Delillerin Değerlendirilmesi, Davanın Hukuki Niteliği ve Gerekçe ;
… 22. İş Mah. … Esas sayılı dosyası, … 3. İş Mah. … Esas sayılı dosyası,, … Cumhuriyet Başsavcılığı’nın… Sayılı dosyası, … 53. Noterliği’nin … tarih ve … yevmiye numaralı ihtarnamesi ve tebliğ mazbatası, …Birliği kayıtları, … Ticaret Sicil Müdürlüğü kayıtları, … 6. Noterliği’nin …tarih ve … yevmiye numaralı ihtarnamesi, SGK kayıtları, Ticaret Sicil Kaydı, reklam amaçlı sosyal medya paylaşımları, nakliye ve taşımacılık dair dağıtılan kartvizit, … Tersane Caddesi üzerindeki Kamera kayıtları ve güvenlik kamerası görüntüleri, Ticaret Odası kayıtları, Ulaştırma Bakanlığı müzekkere yazı cevabı, Vergi kayıtları celp edilmiş incelenmiştir.

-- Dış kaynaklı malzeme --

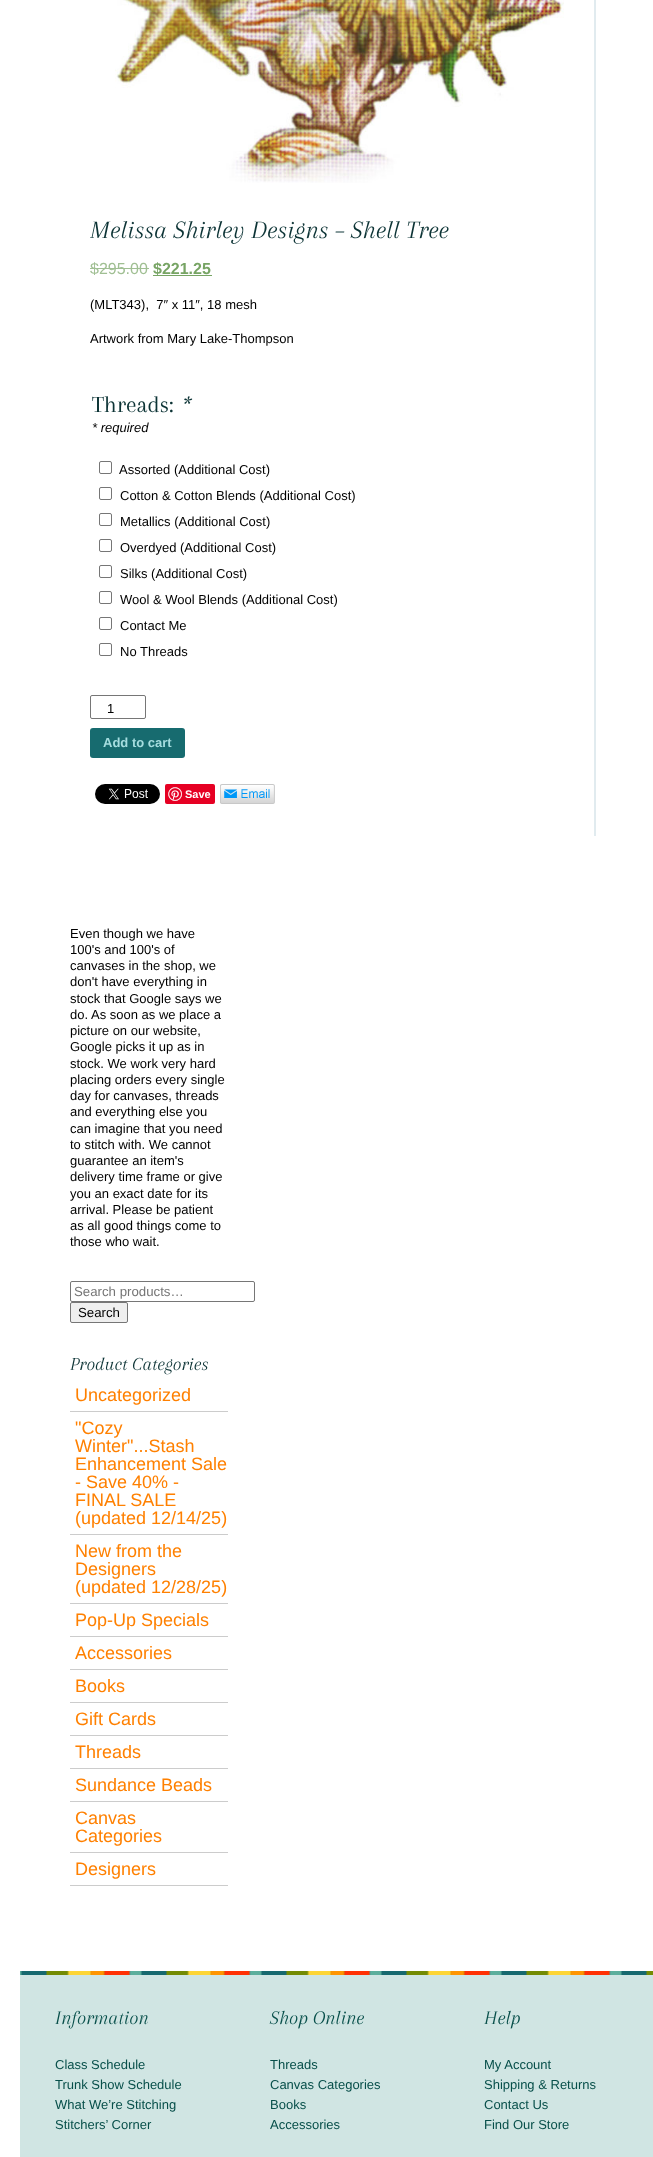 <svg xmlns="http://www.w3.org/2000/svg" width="653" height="2157">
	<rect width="100%" height="100%" fill="#FFFFFF" />
	<rect x="594" y="0" width="2" height="836" fill="#E1EBEF" />
	<image x="115" y="0" width="449" height="183" href="assets/img1.png" />
	<text x="90" y="238" font-family="Arapey" font-size="26" font-style="italic" fill="#0C3335">Melissa Shirley Designs – Shell Tree</text>
	<text x="90" y="274" font-family="Liberation Sans" font-size="16" fill="#A0BF93">$295.00</text>
	<rect x="90" y="268" width="59" height="1" fill="#A0BF93" />
	<rect x="153" y="275" width="9" height="1" fill="#77A464" />
	<text x="153" y="274" font-family="Liberation Sans" font-size="16" font-weight="700" fill="#77A464">$221.25</text>
	<rect x="162" y="275" width="50" height="1" fill="#77A464" />
	<g font-family="Liberation Sans" font-size="13" fill="#000000">
		<text x="90" y="309" xml:space="preserve">(MLT343),  7″ x 11″, 18 mesh</text>
		<text x="90" y="343">Artwork from Mary Lake-Thompson</text>
	</g>
	<text x="92" y="412" font-family="Arapey" font-size="24" fill="#0C3335">Threads:</text>
	<text x="180" y="412" font-family="'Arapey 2'" font-size="24" font-style="italic" fill="#0C3335">*</text>
	<text x="92" y="432" font-family="Liberation Sans" font-size="13" font-style="italic" fill="#000000">* required</text>
	<rect x="99.5" y="461.5" width="12" height="12" rx="1.5" fill="none" stroke="#767676" />
	<text x="119" y="474" font-family="Liberation Sans" font-size="13" fill="#000000">Assorted (Additional Cost)</text>
	<rect x="99.5" y="487.5" width="12" height="12" rx="1.5" fill="none" stroke="#767676" />
	<text x="120" y="500" font-family="Liberation Sans" font-size="13" fill="#000000">Cotton &amp; Cotton Blends (Additional Cost)</text>
	<rect x="99.5" y="513.5" width="12" height="12" rx="1.5" fill="none" stroke="#767676" />
	<text x="120" y="526" font-family="Liberation Sans" font-size="13" fill="#000000">Metallics (Additional Cost)</text>
	<rect x="99.5" y="539.5" width="12" height="12" rx="1.5" fill="none" stroke="#767676" />
	<text x="120" y="552" font-family="Liberation Sans" font-size="13" fill="#000000">Overdyed (Additional Cost)</text>
	<rect x="99.5" y="565.5" width="12" height="12" rx="1.5" fill="none" stroke="#767676" />
	<text x="120" y="578" font-family="Liberation Sans" font-size="13" fill="#000000">Silks (Additional Cost)</text>
	<rect x="99.5" y="591.5" width="12" height="12" rx="1.5" fill="none" stroke="#767676" />
	<text x="120" y="604" font-family="Liberation Sans" font-size="13" fill="#000000">Wool &amp; Wool Blends (Additional Cost)</text>
	<rect x="99.5" y="617.5" width="12" height="12" rx="1.5" fill="none" stroke="#767676" />
	<text x="120" y="630" font-family="Liberation Sans" font-size="13" fill="#000000">Contact Me</text>
	<rect x="99.5" y="643.5" width="12" height="12" rx="1.5" fill="none" stroke="#767676" />
	<text x="120" y="656" font-family="Liberation Sans" font-size="13" fill="#000000">No Threads</text>
	<rect x="90.5" y="695.5" width="55" height="23" rx="1.5" fill="none" stroke="#767676" />
	<text x="107" y="713" font-family="Liberation Sans" font-size="13" fill="#000000">1</text>
	<rect x="90" y="728" width="95" height="30" rx="3" fill="#176B6F" />
	<text x="103" y="747" font-family="Liberation Sans" font-size="13" font-weight="700" fill="#A6DDDF">Add to cart</text>
	<image x="95" y="784" width="65" height="20" href="assets/img2.png" />
	<rect x="165" y="784" width="50" height="20" rx="2" fill="#E60023" />
	<image x="168" y="787" width="14" height="14" href="assets/img3.png" />
	<text x="185" y="798" font-family="Liberation Sans" font-size="11" font-weight="700" fill="#FFFFFF">Save</text>
	<image x="220" y="784" width="55" height="20" href="assets/img4.png" />
	<g font-family="Liberation Sans" font-size="13" fill="#000000">
		<text x="70" y="938">Even though we have</text>
		<text x="70" y="954">100's and 100's of</text>
		<text x="70" y="970">canvases in the shop, we</text>
		<text x="70" y="986">don't have everything in</text>
		<text x="70" y="1003">stock that Google says we</text>
		<text x="70" y="1019">do. As soon as we place a</text>
		<text x="70" y="1035">picture on our website,</text>
		<text x="70" y="1051">Google picks it up as in</text>
		<text x="70" y="1068">stock. We work very hard</text>
		<text x="70" y="1084">placing orders every single</text>
		<text x="70" y="1100">day for canvases, threads</text>
		<text x="70" y="1116">and everything else you</text>
		<text x="70" y="1133">can imagine that you need</text>
		<text x="70" y="1149">to stitch with. We cannot</text>
		<text x="70" y="1165">guarantee an item's</text>
		<text x="70" y="1181">delivery time frame or give</text>
		<text x="70" y="1198">you an exact date for its</text>
		<text x="70" y="1214">arrival. Please be patient</text>
		<text x="70" y="1230">as all good things come to</text>
		<text x="70" y="1246">those who wait.</text>
	</g>
	<rect x="70.5" y="1281.5" width="184" height="20" rx="1.5" fill="none" stroke="#767676" />
	<text x="74" y="1296" font-family="Liberation Sans" font-size="13.25" fill="#757575">Search products…</text>
	<rect x="70.5" y="1302.5" width="57" height="20" rx="1.5" fill="#EFEFEF" stroke="#767676" />
	<text x="78" y="1317" font-family="Liberation Sans" font-size="13.25" fill="#000000">Search</text>
	<text x="70" y="1370" font-family="Arapey" font-size="19" font-style="italic" fill="#0C3335">Product Categories</text>
	<rect x="70" y="1411" width="158" height="1" fill="#CCCCCC" />
	<text x="75" y="1401" font-family="Liberation Sans" font-size="18" fill="#FF8000">Uncategorized</text>
	<rect x="70" y="1534" width="158" height="1" fill="#CCCCCC" />
	<g font-family="Liberation Sans" font-size="18" fill="#FF8000">
		<text x="75" y="1434">"Cozy</text>
		<text x="75" y="1452">Winter"...Stash</text>
		<text x="75" y="1470">Enhancement Sale</text>
		<text x="75" y="1488">- Save 40% -</text>
		<text x="75" y="1506">FINAL SALE</text>
		<text x="75" y="1524">(updated 12/14/25)</text>
	</g>
	<rect x="70" y="1603" width="158" height="1" fill="#CCCCCC" />
	<g font-family="Liberation Sans" font-size="18" fill="#FF8000">
		<text x="75" y="1557">New from the</text>
		<text x="75" y="1575">Designers</text>
		<text x="75" y="1593">(updated 12/28/25)</text>
	</g>
	<rect x="70" y="1636" width="158" height="1" fill="#CCCCCC" />
	<text x="75" y="1626" font-family="Liberation Sans" font-size="18" fill="#FF8000">Pop-Up Specials</text>
	<rect x="70" y="1669" width="158" height="1" fill="#CCCCCC" />
	<text x="75" y="1659" font-family="Liberation Sans" font-size="18" fill="#FF8000">Accessories</text>
	<rect x="70" y="1702" width="158" height="1" fill="#CCCCCC" />
	<text x="75" y="1692" font-family="Liberation Sans" font-size="18" fill="#FF8000">Books</text>
	<rect x="70" y="1735" width="158" height="1" fill="#CCCCCC" />
	<text x="75" y="1725" font-family="Liberation Sans" font-size="18" fill="#FF8000">Gift Cards</text>
	<rect x="70" y="1768" width="158" height="1" fill="#CCCCCC" />
	<text x="75" y="1758" font-family="Liberation Sans" font-size="18" fill="#FF8000">Threads</text>
	<rect x="70" y="1801" width="158" height="1" fill="#CCCCCC" />
	<text x="75" y="1791" font-family="Liberation Sans" font-size="18" fill="#FF8000">Sundance Beads</text>
	<rect x="70" y="1852" width="158" height="1" fill="#CCCCCC" />
	<g font-family="Liberation Sans" font-size="18" fill="#FF8000">
		<text x="75" y="1824">Canvas</text>
		<text x="75" y="1842">Categories</text>
	</g>
	<rect x="70" y="1885" width="158" height="1" fill="#CCCCCC" />
	<text x="75" y="1875" font-family="Liberation Sans" font-size="18" fill="#FF8000">Designers</text>
	<rect x="20" y="1975" width="633" height="182" fill="#D0E5E3" />
	<image x="20" y="1971" width="633" height="4" href="assets/img5.png" />
	<text x="55" y="2024" font-family="Arapey" font-size="20" font-style="italic" fill="#074F4A">Information</text>
	<g font-family="Liberation Sans" font-size="13" fill="#074F4A">
		<text x="55" y="2069">Class Schedule</text>
		<text x="55" y="2089">Trunk Show Schedule</text>
		<text x="55" y="2109">What We’re Stitching</text>
		<text x="55" y="2129">Stitchers’ Corner</text>
	</g>
	<text x="270" y="2024" font-family="Arapey" font-size="20" font-style="italic" fill="#074F4A">Shop Online</text>
	<g font-family="Liberation Sans" font-size="13" fill="#074F4A">
		<text x="270" y="2069">Threads</text>
		<text x="270" y="2089">Canvas Categories</text>
		<text x="270" y="2109">Books</text>
		<text x="270" y="2129">Accessories</text>
	</g>
	<text x="484" y="2024" font-family="Arapey" font-size="20" font-style="italic" fill="#074F4A">Help</text>
	<g font-family="Liberation Sans" font-size="13" fill="#074F4A">
		<text x="484" y="2069">My Account</text>
		<text x="484" y="2089">Shipping &amp; Returns</text>
		<text x="484" y="2109">Contact Us</text>
		<text x="484" y="2129">Find Our Store</text>
	</g>
</svg>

Dosya, haksız rekabet konusunda uzman akademisyen ve öğretim üyesi bilirkişi Doç Dr. …’a tevdi edilmiş, bilirkişi tarafından dosyaya sunulan 26/09/2023 tarihli raporda özet ve sonuç olarak; ”… Davalının davacıyı kötüleyerek (TTK 55/(a-1)) uyarınca haksız rekabette bulunduğunu gösterir bir belge ve tanık beyanına dosya kapsamında rastlanılmadığı, Davalı tarafından, davacı sözleşme düzenlenmiş olan müşterileriyle, kendisi için menfaat temin etme iradesinde olduğunu ortaya koyan bir belgeye dosya kapsamında rastlanılamadığı, Davalının, davacının iddia ettiği K1 yetki belgesinin hangi taşıma faaliyetlerinde aranacağının hukuken düzenlendiği; forklift olarak tabir edilen araçlar için K1 belgesinin gerekmediği; bu nedenle (TTK 55/(1-e)) hükmü uyarınca haksız rekabetten bahsedilemeyeceği, ancak başka tür araçların kullanılması söz konusuysa haksız rekabetin varlığının kabul edilebileceği, buna ilişkin bir vesaike dosya kapsamında rastlanmadığı, sonuç ve kanaatine ulaşılmıştır …” şeklinde rapor düzenlendiği görülmüştür. Denetime açık ve gerekçeli bilirkişi raporu taraflara usulüne uygun olarak tebliğ edilmiştir.
Dava, haksız rekabetin tespiti ve önlenmesi istemine ilişkindir.
Haksız rekabet, TTK’nın 54 ve devamı maddelerinde düzenlenmiştir.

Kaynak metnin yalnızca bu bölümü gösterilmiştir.